Top of Available data

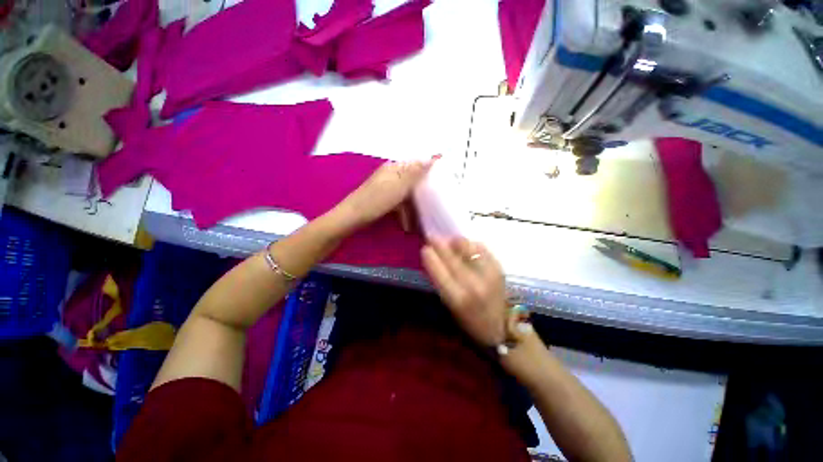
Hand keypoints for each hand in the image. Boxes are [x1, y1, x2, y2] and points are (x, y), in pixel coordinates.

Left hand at [337, 157, 436, 228]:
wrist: (352, 217)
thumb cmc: (376, 201)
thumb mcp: (398, 186)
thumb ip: (415, 172)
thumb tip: (432, 156)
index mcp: (395, 168)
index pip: (417, 164)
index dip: (430, 170)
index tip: (445, 179)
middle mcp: (392, 174)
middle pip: (413, 180)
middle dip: (423, 192)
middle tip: (435, 202)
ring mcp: (387, 187)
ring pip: (407, 194)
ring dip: (413, 206)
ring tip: (419, 220)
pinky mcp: (384, 198)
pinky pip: (400, 203)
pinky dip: (405, 212)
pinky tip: (407, 224)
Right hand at [421, 238, 508, 347]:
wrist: (501, 326)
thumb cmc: (469, 319)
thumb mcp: (450, 305)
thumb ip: (441, 280)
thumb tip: (433, 257)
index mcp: (457, 298)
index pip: (439, 271)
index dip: (430, 257)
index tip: (425, 248)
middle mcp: (472, 284)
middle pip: (451, 257)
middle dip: (439, 244)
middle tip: (432, 237)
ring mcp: (488, 274)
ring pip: (467, 248)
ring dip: (455, 242)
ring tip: (450, 241)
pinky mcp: (498, 267)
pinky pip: (481, 248)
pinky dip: (471, 244)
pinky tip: (466, 246)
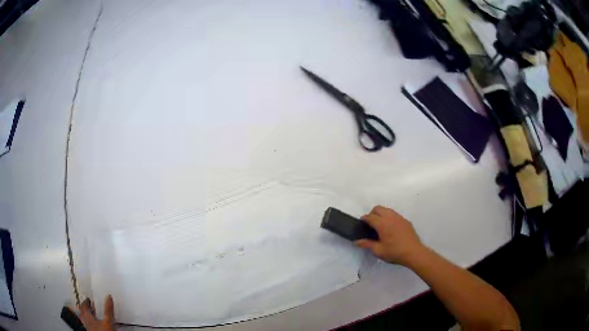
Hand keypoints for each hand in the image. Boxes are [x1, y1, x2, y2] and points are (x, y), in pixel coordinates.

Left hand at [78, 295, 115, 330]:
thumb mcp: (108, 321)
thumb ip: (108, 310)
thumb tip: (108, 296)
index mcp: (88, 317)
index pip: (84, 306)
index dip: (86, 302)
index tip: (88, 299)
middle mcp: (86, 322)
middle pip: (83, 313)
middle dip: (85, 309)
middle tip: (88, 306)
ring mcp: (89, 328)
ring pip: (85, 320)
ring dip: (87, 316)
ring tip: (91, 315)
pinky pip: (89, 326)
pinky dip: (91, 323)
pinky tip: (95, 325)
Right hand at [355, 206, 424, 265]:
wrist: (414, 252)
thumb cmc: (395, 252)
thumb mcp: (378, 251)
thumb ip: (367, 244)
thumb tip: (356, 241)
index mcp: (382, 224)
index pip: (370, 216)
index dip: (364, 219)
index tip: (361, 224)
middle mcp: (390, 217)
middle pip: (378, 208)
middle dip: (372, 214)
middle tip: (370, 225)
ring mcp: (399, 217)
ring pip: (387, 209)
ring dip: (381, 214)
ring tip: (380, 226)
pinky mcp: (405, 220)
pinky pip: (394, 214)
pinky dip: (389, 217)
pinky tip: (391, 229)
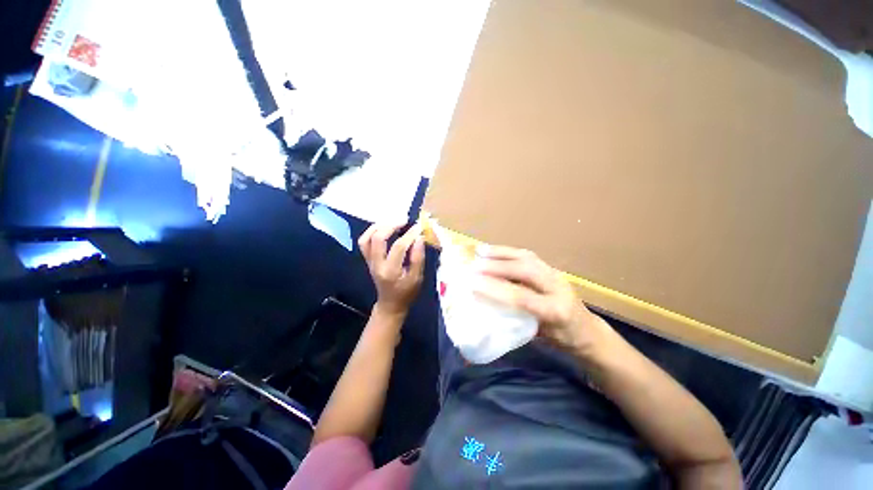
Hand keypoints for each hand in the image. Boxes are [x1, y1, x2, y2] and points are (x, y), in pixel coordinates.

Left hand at [358, 222, 425, 316]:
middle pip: (377, 239)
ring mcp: (369, 262)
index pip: (398, 247)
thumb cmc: (407, 293)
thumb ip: (418, 258)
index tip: (419, 226)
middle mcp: (377, 265)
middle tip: (404, 221)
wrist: (391, 304)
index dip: (409, 234)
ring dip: (379, 226)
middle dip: (391, 225)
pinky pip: (364, 242)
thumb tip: (419, 237)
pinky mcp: (368, 259)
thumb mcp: (417, 278)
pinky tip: (384, 228)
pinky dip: (372, 232)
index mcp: (391, 271)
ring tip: (393, 222)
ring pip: (366, 238)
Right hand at [472, 246, 607, 353]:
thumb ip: (514, 320)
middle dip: (497, 266)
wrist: (589, 331)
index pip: (522, 297)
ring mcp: (555, 273)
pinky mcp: (550, 267)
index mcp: (556, 311)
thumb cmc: (562, 339)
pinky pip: (527, 256)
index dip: (496, 289)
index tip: (473, 284)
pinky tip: (495, 251)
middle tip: (474, 265)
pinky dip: (508, 252)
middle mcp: (557, 287)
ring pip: (526, 257)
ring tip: (481, 251)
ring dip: (501, 253)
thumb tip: (485, 308)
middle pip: (525, 270)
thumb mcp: (538, 337)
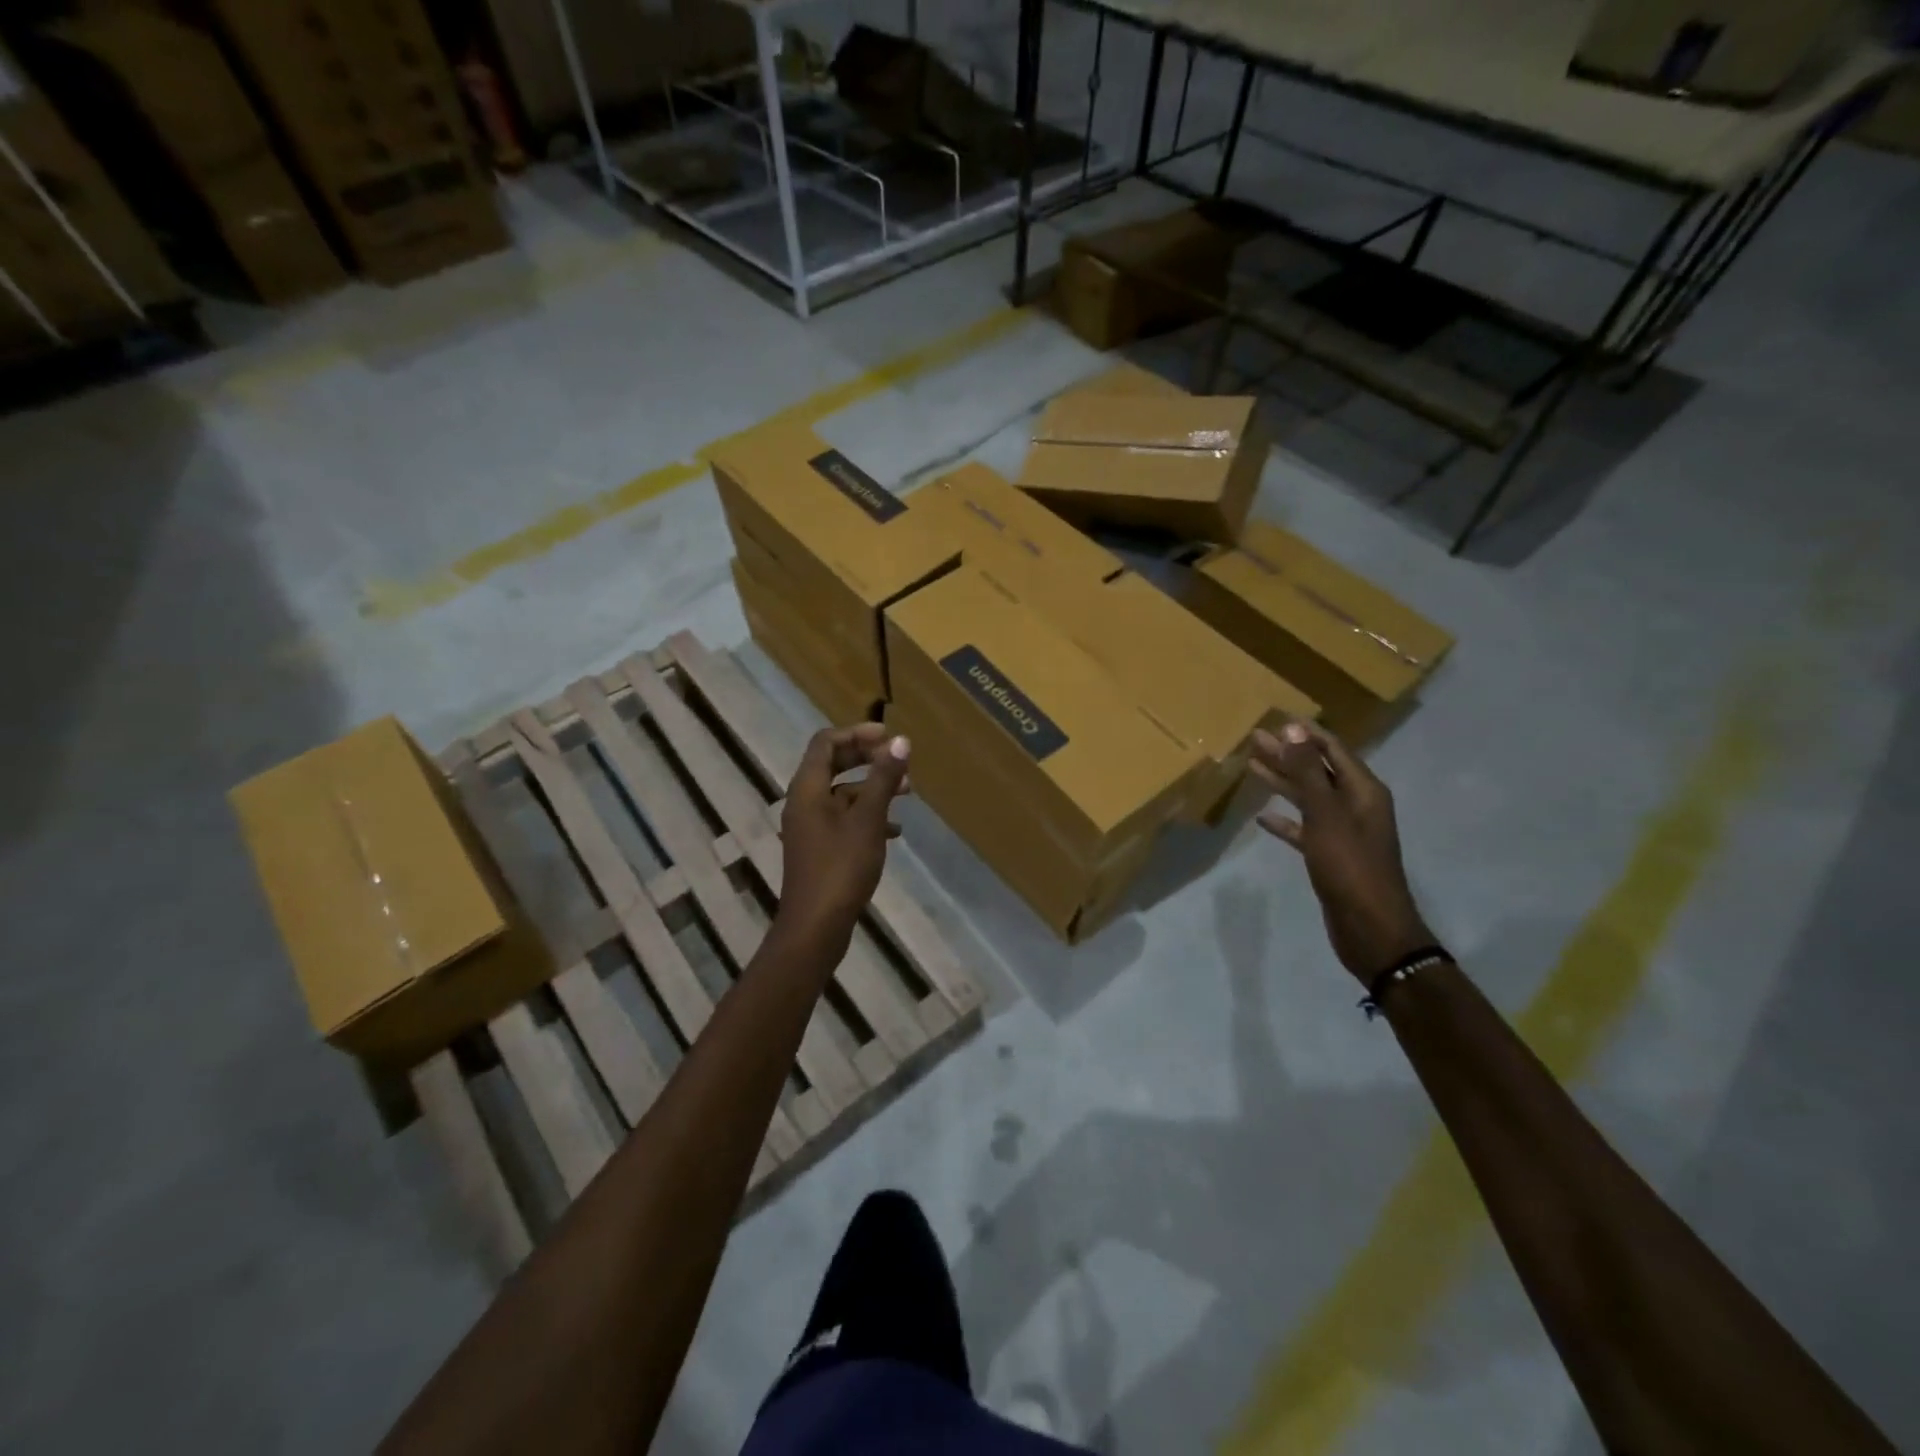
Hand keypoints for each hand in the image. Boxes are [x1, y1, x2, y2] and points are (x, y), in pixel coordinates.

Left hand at [776, 724, 911, 944]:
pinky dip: (867, 815)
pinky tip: (895, 830)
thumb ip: (883, 778)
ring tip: (907, 793)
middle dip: (867, 758)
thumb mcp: (868, 819)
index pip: (825, 743)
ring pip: (841, 793)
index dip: (857, 734)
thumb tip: (900, 741)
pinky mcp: (819, 848)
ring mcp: (810, 827)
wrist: (816, 926)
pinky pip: (843, 818)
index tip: (889, 737)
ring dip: (872, 787)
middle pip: (832, 764)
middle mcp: (803, 802)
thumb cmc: (841, 867)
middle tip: (899, 759)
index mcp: (807, 789)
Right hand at [1250, 721, 1432, 983]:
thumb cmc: (1350, 867)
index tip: (1276, 718)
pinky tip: (1263, 817)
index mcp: (1363, 791)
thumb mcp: (1326, 815)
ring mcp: (1343, 832)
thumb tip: (1293, 729)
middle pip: (1317, 771)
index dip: (1306, 734)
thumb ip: (1308, 772)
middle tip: (1254, 739)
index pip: (1333, 749)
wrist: (1371, 928)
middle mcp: (1355, 806)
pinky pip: (1304, 829)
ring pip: (1308, 798)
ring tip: (1252, 766)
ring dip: (1283, 782)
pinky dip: (1285, 821)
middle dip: (1288, 754)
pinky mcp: (1330, 855)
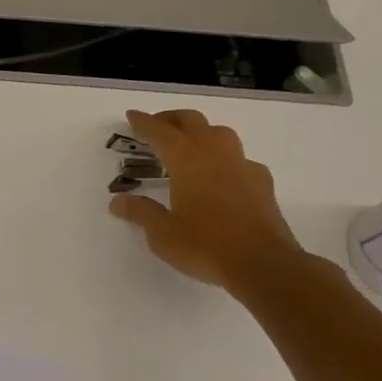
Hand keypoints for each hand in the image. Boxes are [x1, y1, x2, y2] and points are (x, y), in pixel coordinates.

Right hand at [109, 108, 307, 292]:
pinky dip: (223, 158)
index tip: (132, 116)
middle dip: (171, 119)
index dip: (144, 123)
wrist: (264, 264)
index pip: (161, 133)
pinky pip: (239, 158)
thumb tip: (117, 201)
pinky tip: (219, 176)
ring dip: (200, 132)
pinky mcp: (262, 182)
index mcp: (187, 160)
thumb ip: (141, 213)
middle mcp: (216, 154)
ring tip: (187, 145)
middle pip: (193, 122)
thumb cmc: (205, 246)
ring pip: (220, 133)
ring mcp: (243, 166)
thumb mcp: (162, 234)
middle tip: (156, 125)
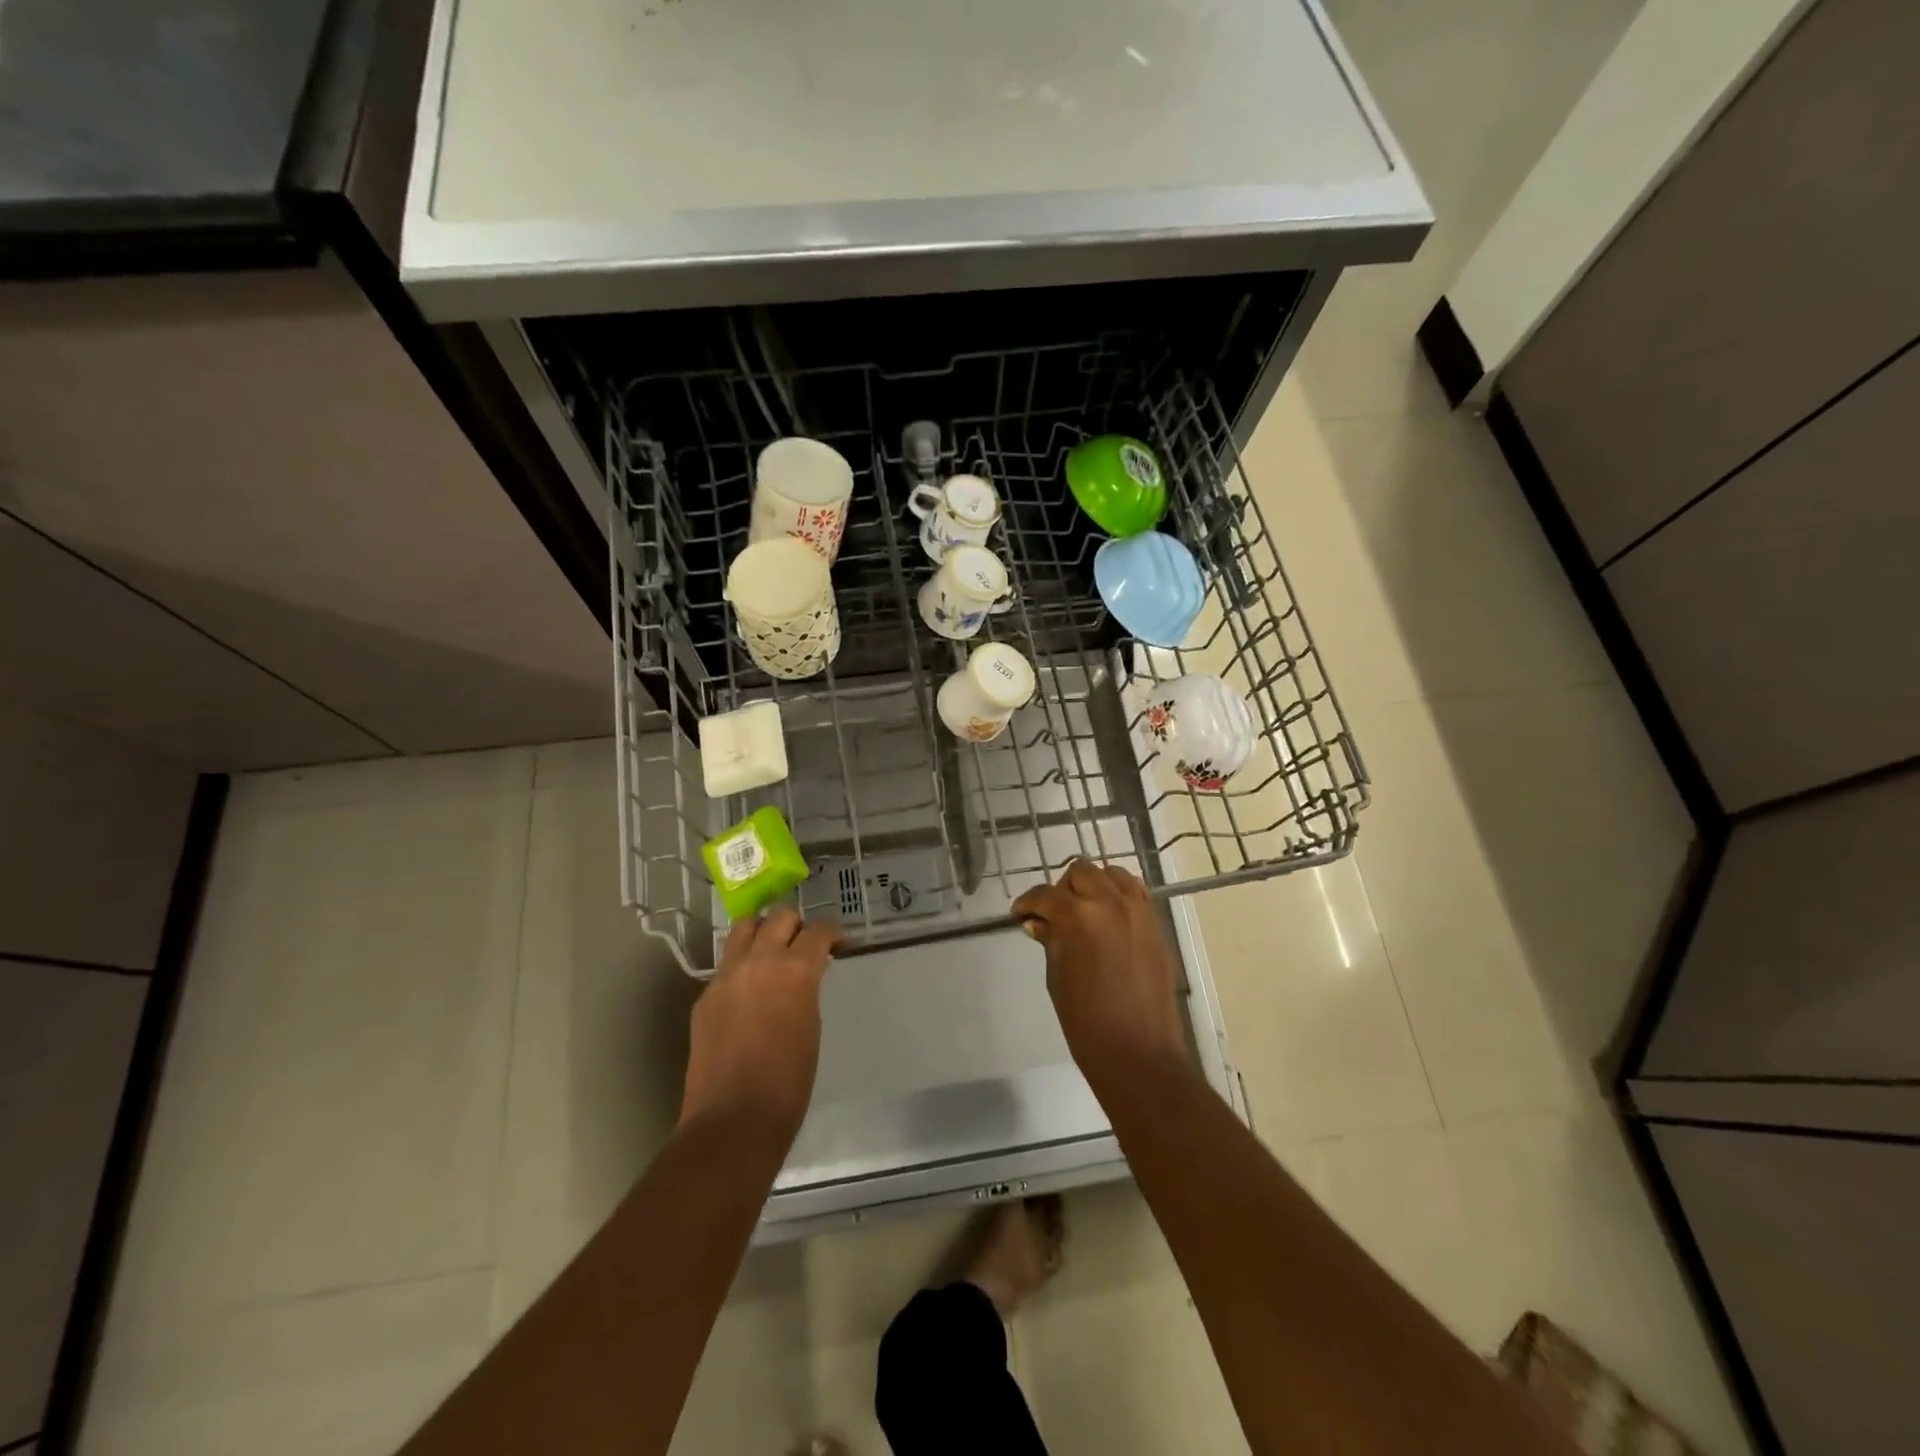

Bottom of Available data

**Assignment**
Beginning with the line that has "ring mcp: (1343, 832)", repeat each remaining line of the data above word for word, keeping pictures out.

**Reply to the exercise**
ring mcp: (1343, 832)
thumb tip: (1293, 729)
middle pip: (1317, 771)
index dip: (1306, 734)
thumb ip: (1308, 772)
middle tip: (1254, 739)
index pip: (1333, 749)
wrist: (1371, 928)
middle mcp: (1355, 806)
pinky pip: (1304, 829)
ring pip: (1308, 798)
ring tip: (1252, 766)
ring dip: (1283, 782)
pinky dip: (1285, 821)
middle dip: (1288, 754)
pinky mcp: (1330, 855)
Hand keypoints for each hand in the image. Boxes are [x1, y1, x2, y2] and points are (x, y), in pixel coordinates.

Right hand at [109, 108, 307, 292]:
pinky dip: (223, 158)
index tip: (132, 116)
middle dip: (171, 119)
index dip: (144, 123)
wrist: (264, 264)
index pip: (161, 133)
pinky pip: (239, 158)
thumb tip: (117, 201)
pinky tip: (219, 176)
ring dip: (200, 132)
pinky mcp: (262, 182)
index mcp: (187, 160)
thumb ip: (141, 213)
middle mcp: (216, 154)
ring tip: (187, 145)
middle pip: (193, 122)
thumb cmc: (205, 246)
ring pip: (220, 133)
ring mcp: (243, 166)
thumb mcp: (162, 234)
middle tip: (156, 125)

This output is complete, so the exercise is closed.